Nous voici aux chapitres 4 et 5 de ce fameux livre. Ici il est question du lien entre la torture et le système corporatiste, mainmise et pillage ne pouvant s’imposer que par la force et la coercition. Ce qui implique aussi l’occultation de la culture, ou sa falsification, et l’empêchement de toutes sortes de liens sociaux qui permettraient la solidarité nécessaire à la résistance.

« Pendant ce temps, une nouvelle culture aseptisée et purifiée voyait le jour. Au début des dictatures chilienne, argentine et uruguayenne, les seuls rassemblements publics autorisés étaient les démonstrations de force militaires et les matches de football. Au Chili, les femmes qui portaient le pantalon risquaient l’emprisonnement ; les hommes qui avaient les cheveux longs s’exposaient au même danger. » (p. 132)

« Souvent, les attaques lancées contre les syndicalistes étaient menées en étroite concertation avec les propriétaires des usines. (…) Les sociétés étrangères ne se contentèrent pas de remercier les juntes de leur beau travail ; certaines participèrent activement aux campagnes de terreur. Au Brésil, quelques multinationales se liguèrent et mirent sur pied leurs propres escadrons de tortionnaires privés. (…) Cependant, c’est en Argentine que la participation de la filiale locale de Ford à l’appareil de la terreur fut la plus évidente. La société fournissait des voitures à l’armée, et les berlines Ford Falcon vertes servirent à des milliers d’enlèvements et de disparitions. (…) Ford approvisionnait la junte en véhicules, et la junte rendait à son tour des services à Ford en débarrassant les chaînes de montage des syndicalistes encombrants. » (pp 135-136)

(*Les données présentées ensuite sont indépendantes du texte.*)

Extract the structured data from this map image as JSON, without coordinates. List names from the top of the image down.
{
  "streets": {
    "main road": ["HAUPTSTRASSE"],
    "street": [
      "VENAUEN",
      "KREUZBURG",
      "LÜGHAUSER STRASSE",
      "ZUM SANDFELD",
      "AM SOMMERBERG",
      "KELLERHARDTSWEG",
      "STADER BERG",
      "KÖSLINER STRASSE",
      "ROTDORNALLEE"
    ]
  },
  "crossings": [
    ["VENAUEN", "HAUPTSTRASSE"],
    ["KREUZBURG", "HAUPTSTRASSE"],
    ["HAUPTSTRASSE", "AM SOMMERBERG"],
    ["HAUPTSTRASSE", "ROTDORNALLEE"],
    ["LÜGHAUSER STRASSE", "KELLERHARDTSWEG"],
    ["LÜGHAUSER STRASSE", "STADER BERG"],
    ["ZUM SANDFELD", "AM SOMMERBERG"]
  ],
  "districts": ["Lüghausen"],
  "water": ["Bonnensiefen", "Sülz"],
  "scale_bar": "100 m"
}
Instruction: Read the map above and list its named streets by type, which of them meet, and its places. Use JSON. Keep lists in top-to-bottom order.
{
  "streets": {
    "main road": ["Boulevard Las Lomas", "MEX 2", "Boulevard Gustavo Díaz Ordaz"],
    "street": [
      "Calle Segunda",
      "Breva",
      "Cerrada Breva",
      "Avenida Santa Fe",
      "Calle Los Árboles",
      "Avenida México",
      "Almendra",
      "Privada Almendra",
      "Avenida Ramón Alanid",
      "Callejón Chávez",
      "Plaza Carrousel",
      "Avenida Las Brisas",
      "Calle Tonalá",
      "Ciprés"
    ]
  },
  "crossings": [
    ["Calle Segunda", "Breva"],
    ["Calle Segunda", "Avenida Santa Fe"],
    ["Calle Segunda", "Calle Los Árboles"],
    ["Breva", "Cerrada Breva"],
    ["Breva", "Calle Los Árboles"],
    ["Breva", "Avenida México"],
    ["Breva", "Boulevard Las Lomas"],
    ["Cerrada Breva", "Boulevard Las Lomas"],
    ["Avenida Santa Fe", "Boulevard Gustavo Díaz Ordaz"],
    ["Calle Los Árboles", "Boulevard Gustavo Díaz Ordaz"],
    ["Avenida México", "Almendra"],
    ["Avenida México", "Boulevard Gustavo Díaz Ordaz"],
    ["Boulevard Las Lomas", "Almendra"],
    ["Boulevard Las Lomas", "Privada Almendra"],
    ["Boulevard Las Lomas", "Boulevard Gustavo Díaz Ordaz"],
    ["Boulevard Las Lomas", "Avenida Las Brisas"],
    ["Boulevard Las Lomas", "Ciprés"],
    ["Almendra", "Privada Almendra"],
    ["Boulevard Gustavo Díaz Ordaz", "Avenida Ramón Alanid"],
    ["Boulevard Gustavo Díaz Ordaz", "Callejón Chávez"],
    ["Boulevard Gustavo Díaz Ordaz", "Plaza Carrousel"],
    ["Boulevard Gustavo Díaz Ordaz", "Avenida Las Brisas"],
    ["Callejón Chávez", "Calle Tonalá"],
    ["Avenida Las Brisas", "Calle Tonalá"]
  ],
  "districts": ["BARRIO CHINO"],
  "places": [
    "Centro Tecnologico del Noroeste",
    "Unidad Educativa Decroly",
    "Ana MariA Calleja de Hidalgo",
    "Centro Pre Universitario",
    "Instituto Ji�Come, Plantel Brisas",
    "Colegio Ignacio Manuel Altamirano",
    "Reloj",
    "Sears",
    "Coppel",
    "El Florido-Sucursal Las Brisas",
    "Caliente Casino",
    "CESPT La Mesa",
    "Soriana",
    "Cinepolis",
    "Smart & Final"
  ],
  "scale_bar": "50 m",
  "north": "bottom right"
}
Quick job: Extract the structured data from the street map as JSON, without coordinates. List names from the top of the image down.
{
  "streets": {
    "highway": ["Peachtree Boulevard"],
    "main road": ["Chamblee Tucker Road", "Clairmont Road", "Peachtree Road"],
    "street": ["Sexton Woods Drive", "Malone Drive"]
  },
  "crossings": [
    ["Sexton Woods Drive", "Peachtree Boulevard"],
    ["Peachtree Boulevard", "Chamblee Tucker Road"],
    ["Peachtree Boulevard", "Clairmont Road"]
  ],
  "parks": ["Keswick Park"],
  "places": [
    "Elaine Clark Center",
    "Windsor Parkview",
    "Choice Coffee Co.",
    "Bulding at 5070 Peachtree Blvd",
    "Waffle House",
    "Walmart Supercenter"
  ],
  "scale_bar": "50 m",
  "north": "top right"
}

« Les dirigeants des ligues agraires argentines – qui avaient répandu des idées incendiaires sur le droit des paysans à posséder la terre – furent traqués et torturés, souvent dans les champs qu’ils cultivaient, devant toute la communauté. (…) Dans les bidonvilles, les cibles des attaques préemptives étaient les travailleurs communautaires (dont bon nombre étaient rattachés à des églises) qui s’efforçaient d’organiser les secteurs les plus pauvres de la société pour obtenir des services de santé, des HLM et des places à l’école. (…) Un prêtre argentin ayant collaboré avec la junte expliqua la philosophie de celle-ci : « L’ennemi, c’était le marxisme. Le marxisme au sein de l’Église, disons, et dans la mère patrie – le danger que présentait l’avènement d’une nouvelle nation. » C’est sans doute l’éventualité de cette « nouvelle nation » qui explique le jeune âge d’un si grand nombre de victimes des juntes. En Argentine, 81 % des 30 000 disparus avaient entre seize et trente ans. » (pp 137-138)

« De la torture comme thérapie (…) De nombreux tortionnaires se donnaient des airs de médecins et de chirurgiens. (…) ces interrogateurs s’imaginaient que les électrochocs et les autres supplices qu’ils faisaient subir à leurs victimes avaient des vertus thérapeutiques (…) Les tortionnaires comprenaient bien l’importance de la solidarité et s’employaient, à grands renforts d’électrochocs, à ôter aux prisonniers le désir des connexions sociales. » (p. 140)

« On estime à 500 le nombre de bébés nés dans les centres de torture de l’Argentine. (…) [Ils] furent vendus ou donnés à des couples, pour la plupart liés à la dictature. Les enfants furent élevés dans le respect des valeurs du capitalisme et du christianisme jugées « normales » et saines par la junte. » (p. 143)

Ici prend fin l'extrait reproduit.